▸ Aim of the exercise:
Take from the data every line in which the word "middle" is found.

▸ Given records:
• • • • •

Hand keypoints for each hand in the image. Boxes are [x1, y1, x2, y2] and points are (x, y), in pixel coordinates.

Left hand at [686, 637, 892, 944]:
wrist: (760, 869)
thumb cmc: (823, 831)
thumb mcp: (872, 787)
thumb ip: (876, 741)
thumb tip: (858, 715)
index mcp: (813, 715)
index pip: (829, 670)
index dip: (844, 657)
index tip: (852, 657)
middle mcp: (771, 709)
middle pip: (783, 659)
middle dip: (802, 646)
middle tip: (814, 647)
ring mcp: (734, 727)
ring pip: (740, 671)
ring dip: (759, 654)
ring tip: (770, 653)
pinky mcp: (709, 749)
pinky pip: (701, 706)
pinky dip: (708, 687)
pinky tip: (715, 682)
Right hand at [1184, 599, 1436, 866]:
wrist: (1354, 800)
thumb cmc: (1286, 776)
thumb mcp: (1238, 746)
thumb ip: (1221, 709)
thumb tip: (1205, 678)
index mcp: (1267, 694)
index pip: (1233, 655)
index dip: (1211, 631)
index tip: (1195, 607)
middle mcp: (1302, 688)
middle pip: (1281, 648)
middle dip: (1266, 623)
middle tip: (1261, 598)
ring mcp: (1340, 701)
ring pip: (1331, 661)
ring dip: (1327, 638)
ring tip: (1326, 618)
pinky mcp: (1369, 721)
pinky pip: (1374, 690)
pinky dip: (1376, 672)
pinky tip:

• • • • •

▸ Written answer:
middle mcp: (771, 709)
middle pip: (783, 659)
middle dip: (802, 646)
middle tip: (814, 647)
middle mcp: (1302, 688)
middle pip: (1281, 648)
middle dip: (1266, 623)
middle tip: (1261, 598)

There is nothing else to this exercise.